**Task details**
The answer is the data below, repeated exactly, with no pictures included.

**Data in this exercise**
——————————

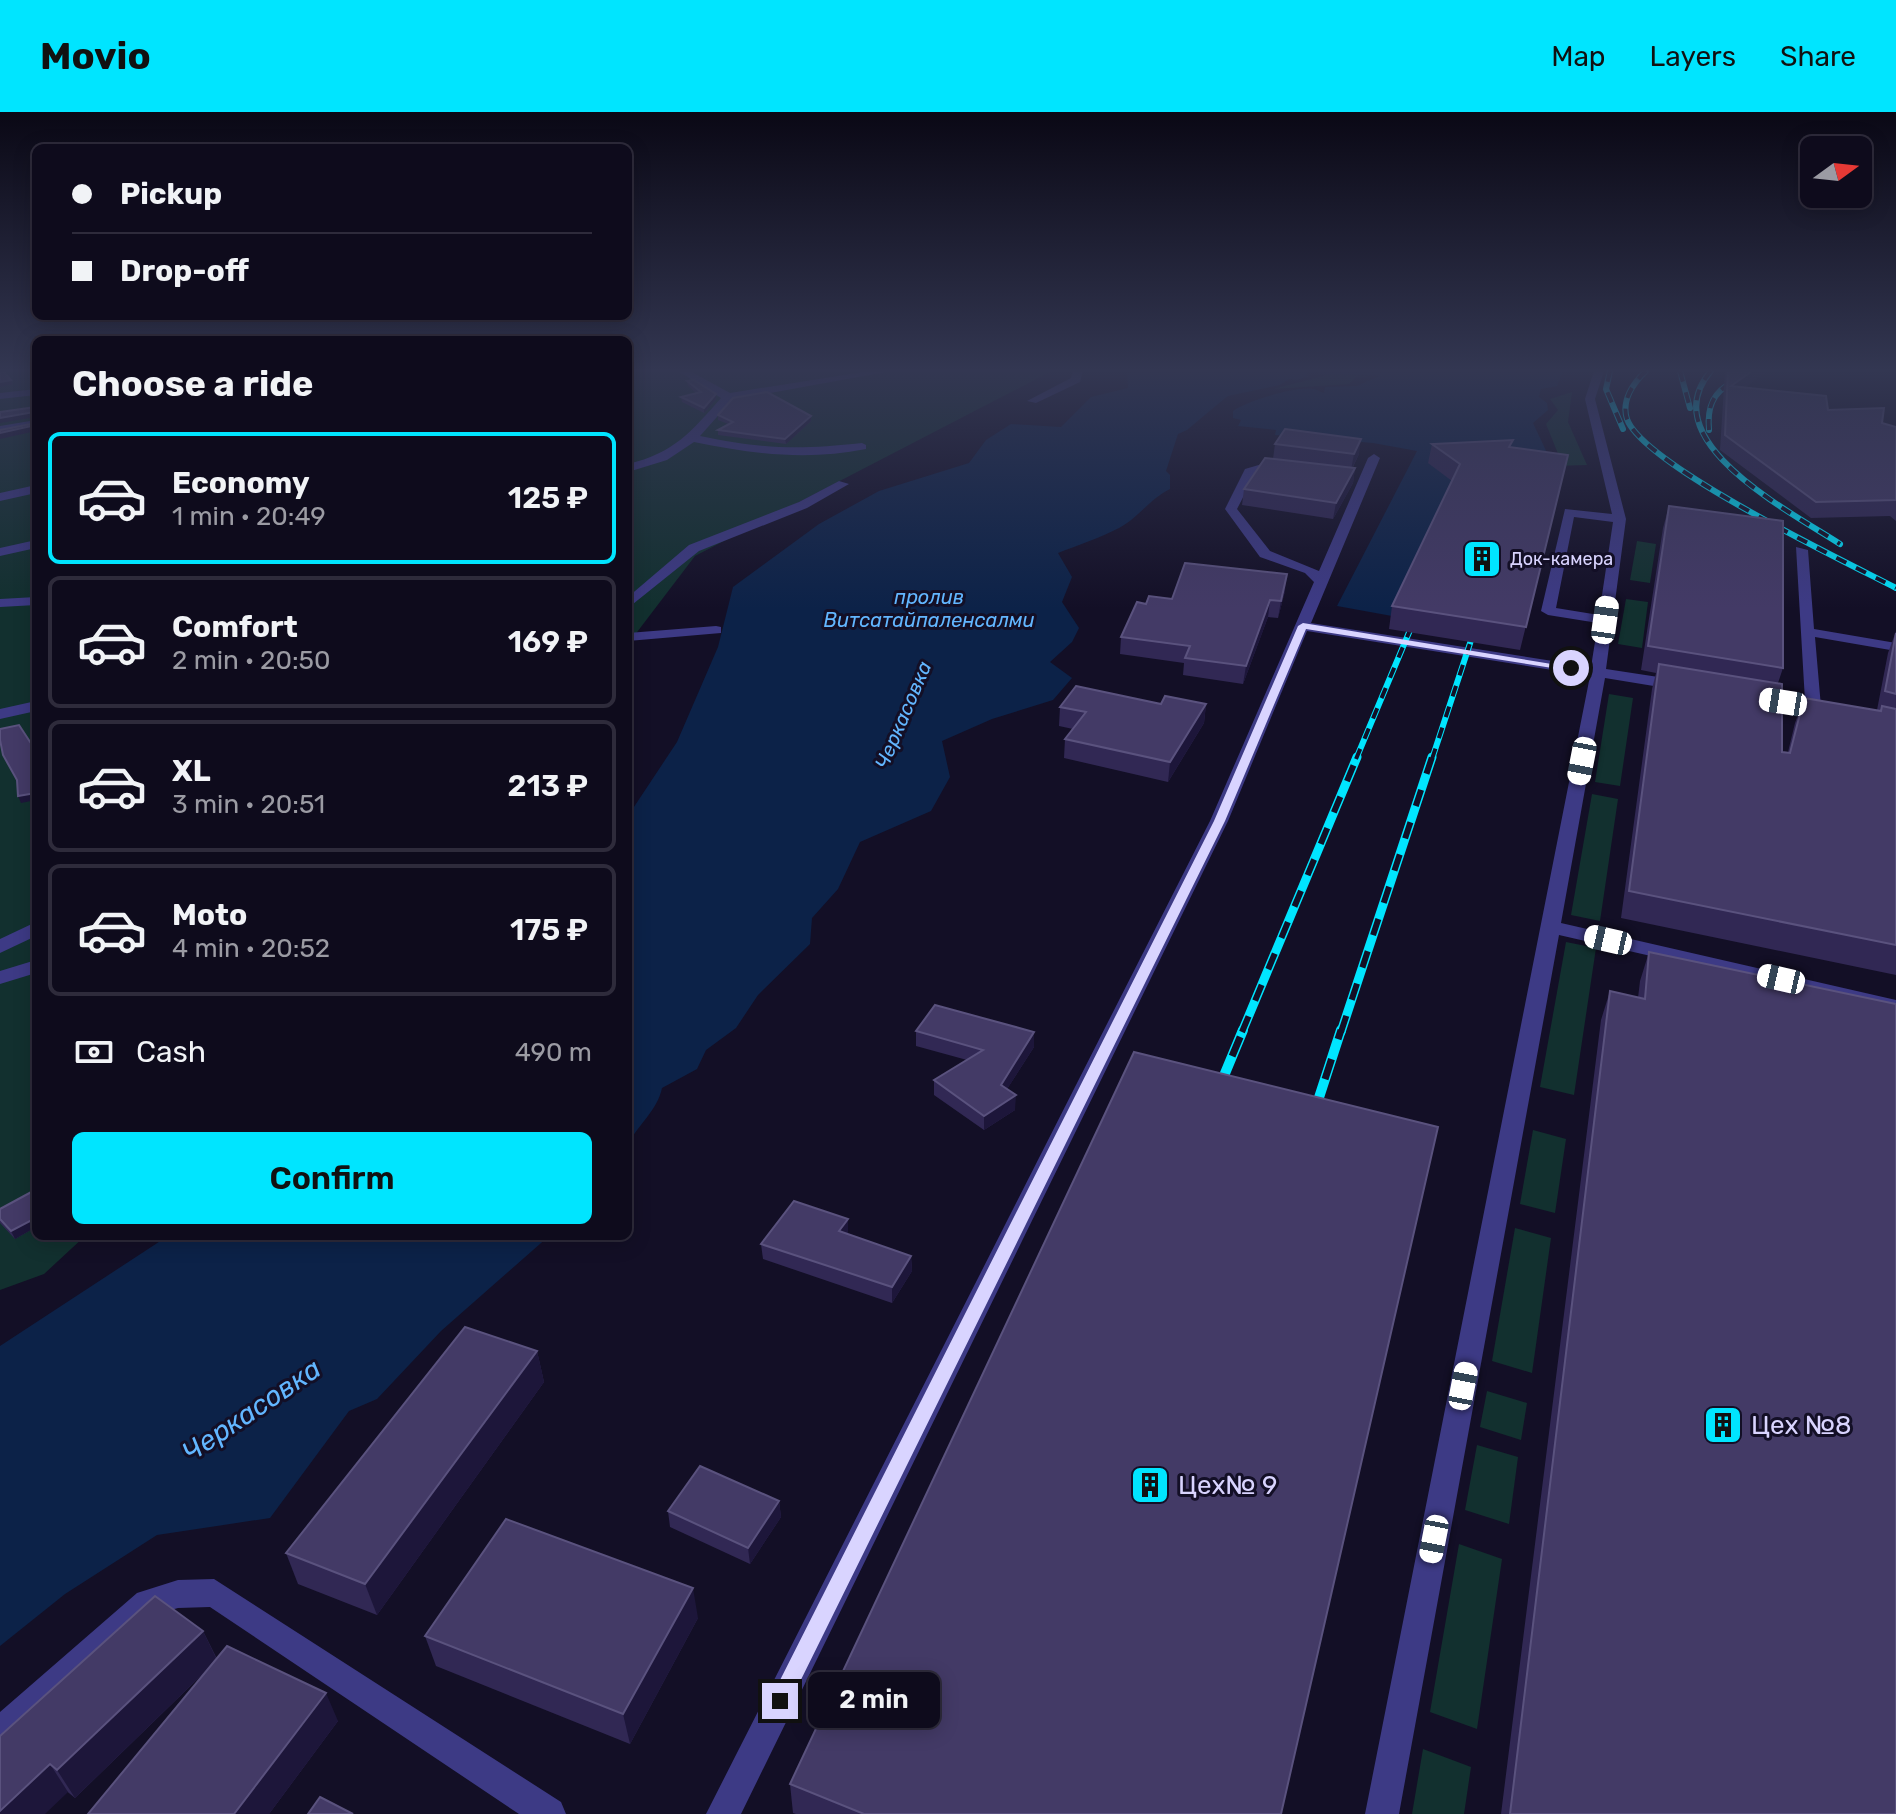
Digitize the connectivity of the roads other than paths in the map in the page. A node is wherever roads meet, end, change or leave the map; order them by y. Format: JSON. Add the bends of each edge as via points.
{"nodes":[{"id":1,"x":680,"y":450,"type":"edge"},
{"id":2,"x":769,"y":450,"type":"edge"},
{"id":3,"x":828,"y":450,"type":"edge"},
{"id":4,"x":1603,"y":450,"type":"edge"},
{"id":5,"x":632,"y":459,"type":"edge"},
{"id":6,"x":654,"y":462,"type":"junction"},
{"id":7,"x":632,"y":467,"type":"edge"},
{"id":8,"x":1296,"y":470,"type":"edge"},
{"id":9,"x":1364,"y":471,"type":"dead end"},
{"id":10,"x":843,"y":484,"type":"dead end"},
{"id":11,"x":32,"y":490,"type":"edge"},
{"id":12,"x":0,"y":497,"type":"edge"},
{"id":13,"x":1620,"y":519,"type":"junction"},
{"id":14,"x":32,"y":545,"type":"edge"},
{"id":15,"x":1801,"y":550,"type":"dead end"},
{"id":16,"x":0,"y":552,"type":"edge"},
{"id":17,"x":1322,"y":582,"type":"junction"},
{"id":18,"x":32,"y":601,"type":"edge"},
{"id":19,"x":632,"y":601,"type":"edge"},
{"id":20,"x":0,"y":603,"type":"edge"},
{"id":21,"x":1605,"y":620,"type":"junction"},
{"id":22,"x":1303,"y":626,"type":"junction"},
{"id":23,"x":716,"y":630,"type":"dead end"},
{"id":24,"x":1809,"y":632,"type":"junction"},
{"id":25,"x":632,"y":637,"type":"edge"},
{"id":26,"x":1896,"y":647,"type":"edge"},
{"id":27,"x":1597,"y":672,"type":"junction"},
{"id":28,"x":1690,"y":687,"type":"edge"},
{"id":29,"x":1736,"y":694,"type":"edge"},
{"id":30,"x":32,"y":707,"type":"edge"},
{"id":31,"x":0,"y":714,"type":"edge"},
{"id":32,"x":1551,"y":927,"type":"junction"},
{"id":33,"x":32,"y":930,"type":"edge"},
{"id":34,"x":0,"y":947,"type":"edge"},
{"id":35,"x":32,"y":967,"type":"edge"},
{"id":36,"x":0,"y":978,"type":"edge"},
{"id":37,"x":1896,"y":1006,"type":"edge"},
{"id":38,"x":0,"y":1733,"type":"edge"},
{"id":39,"x":549,"y":1814,"type":"edge"},
{"id":40,"x":723,"y":1814,"type":"edge"},
{"id":41,"x":1382,"y":1814,"type":"edge"}],
"edges":[{"from":1,"to":6,"type":"street"},
{"from":2,"to":3,"type":"street"},
{"from":4,"to":13,"type":"street"},
{"from":5,"to":6,"type":"street"},
{"from":6,"to":7,"type":"street"},
{"from":8,"to":17,"type":"street","via":[[1251,469],[1231,509],[1265,554],[1310,570]]},
{"from":9,"to":17,"type":"street"},
{"from":10,"to":19,"type":"street","via":[[694,548]]},
{"from":11,"to":12,"type":"street"},
{"from":13,"to":21,"type":"street"},
{"from":13,"to":21,"type":"street","via":[[1569,512],[1548,611]]},
{"from":14,"to":16,"type":"street"},
{"from":15,"to":24,"type":"street"},
{"from":17,"to":22,"type":"street"},
{"from":18,"to":20,"type":"street"},
{"from":21,"to":27,"type":"street"},
{"from":22,"to":27,"type":"street"},
{"from":22,"to":40,"type":"street","via":[[1219,821]]},
{"from":23,"to":25,"type":"street"},
{"from":24,"to":26,"type":"street"},
{"from":24,"to":29,"type":"street","via":[[1821,709]]},
{"from":27,"to":28,"type":"street"},
{"from":27,"to":32,"type":"street"},
{"from":30,"to":31,"type":"street"},
{"from":32,"to":37,"type":"street"},
{"from":32,"to":41,"type":"street"},
{"from":33,"to":34,"type":"street"},
{"from":35,"to":36,"type":"street"},
{"from":38,"to":39,"type":"street","via":[[148,1603],[178,1594],[214,1593]]}]}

——————————

**Final answer**
Digitize the connectivity of the roads other than paths in the map in the page. A node is wherever roads meet, end, change or leave the map; order them by y. Format: JSON. Add the bends of each edge as via points.
{"nodes":[{"id":1,"x":680,"y":450,"type":"edge"},
{"id":2,"x":769,"y":450,"type":"edge"},
{"id":3,"x":828,"y":450,"type":"edge"},
{"id":4,"x":1603,"y":450,"type":"edge"},
{"id":5,"x":632,"y":459,"type":"edge"},
{"id":6,"x":654,"y":462,"type":"junction"},
{"id":7,"x":632,"y":467,"type":"edge"},
{"id":8,"x":1296,"y":470,"type":"edge"},
{"id":9,"x":1364,"y":471,"type":"dead end"},
{"id":10,"x":843,"y":484,"type":"dead end"},
{"id":11,"x":32,"y":490,"type":"edge"},
{"id":12,"x":0,"y":497,"type":"edge"},
{"id":13,"x":1620,"y":519,"type":"junction"},
{"id":14,"x":32,"y":545,"type":"edge"},
{"id":15,"x":1801,"y":550,"type":"dead end"},
{"id":16,"x":0,"y":552,"type":"edge"},
{"id":17,"x":1322,"y":582,"type":"junction"},
{"id":18,"x":32,"y":601,"type":"edge"},
{"id":19,"x":632,"y":601,"type":"edge"},
{"id":20,"x":0,"y":603,"type":"edge"},
{"id":21,"x":1605,"y":620,"type":"junction"},
{"id":22,"x":1303,"y":626,"type":"junction"},
{"id":23,"x":716,"y":630,"type":"dead end"},
{"id":24,"x":1809,"y":632,"type":"junction"},
{"id":25,"x":632,"y":637,"type":"edge"},
{"id":26,"x":1896,"y":647,"type":"edge"},
{"id":27,"x":1597,"y":672,"type":"junction"},
{"id":28,"x":1690,"y":687,"type":"edge"},
{"id":29,"x":1736,"y":694,"type":"edge"},
{"id":30,"x":32,"y":707,"type":"edge"},
{"id":31,"x":0,"y":714,"type":"edge"},
{"id":32,"x":1551,"y":927,"type":"junction"},
{"id":33,"x":32,"y":930,"type":"edge"},
{"id":34,"x":0,"y":947,"type":"edge"},
{"id":35,"x":32,"y":967,"type":"edge"},
{"id":36,"x":0,"y":978,"type":"edge"},
{"id":37,"x":1896,"y":1006,"type":"edge"},
{"id":38,"x":0,"y":1733,"type":"edge"},
{"id":39,"x":549,"y":1814,"type":"edge"},
{"id":40,"x":723,"y":1814,"type":"edge"},
{"id":41,"x":1382,"y":1814,"type":"edge"}],
"edges":[{"from":1,"to":6,"type":"street"},
{"from":2,"to":3,"type":"street"},
{"from":4,"to":13,"type":"street"},
{"from":5,"to":6,"type":"street"},
{"from":6,"to":7,"type":"street"},
{"from":8,"to":17,"type":"street","via":[[1251,469],[1231,509],[1265,554],[1310,570]]},
{"from":9,"to":17,"type":"street"},
{"from":10,"to":19,"type":"street","via":[[694,548]]},
{"from":11,"to":12,"type":"street"},
{"from":13,"to":21,"type":"street"},
{"from":13,"to":21,"type":"street","via":[[1569,512],[1548,611]]},
{"from":14,"to":16,"type":"street"},
{"from":15,"to":24,"type":"street"},
{"from":17,"to":22,"type":"street"},
{"from":18,"to":20,"type":"street"},
{"from":21,"to":27,"type":"street"},
{"from":22,"to":27,"type":"street"},
{"from":22,"to":40,"type":"street","via":[[1219,821]]},
{"from":23,"to":25,"type":"street"},
{"from":24,"to":26,"type":"street"},
{"from":24,"to":29,"type":"street","via":[[1821,709]]},
{"from":27,"to":28,"type":"street"},
{"from":27,"to":32,"type":"street"},
{"from":30,"to":31,"type":"street"},
{"from":32,"to":37,"type":"street"},
{"from":32,"to":41,"type":"street"},
{"from":33,"to":34,"type":"street"},
{"from":35,"to":36,"type":"street"},
{"from":38,"to":39,"type":"street","via":[[148,1603],[178,1594],[214,1593]]}]}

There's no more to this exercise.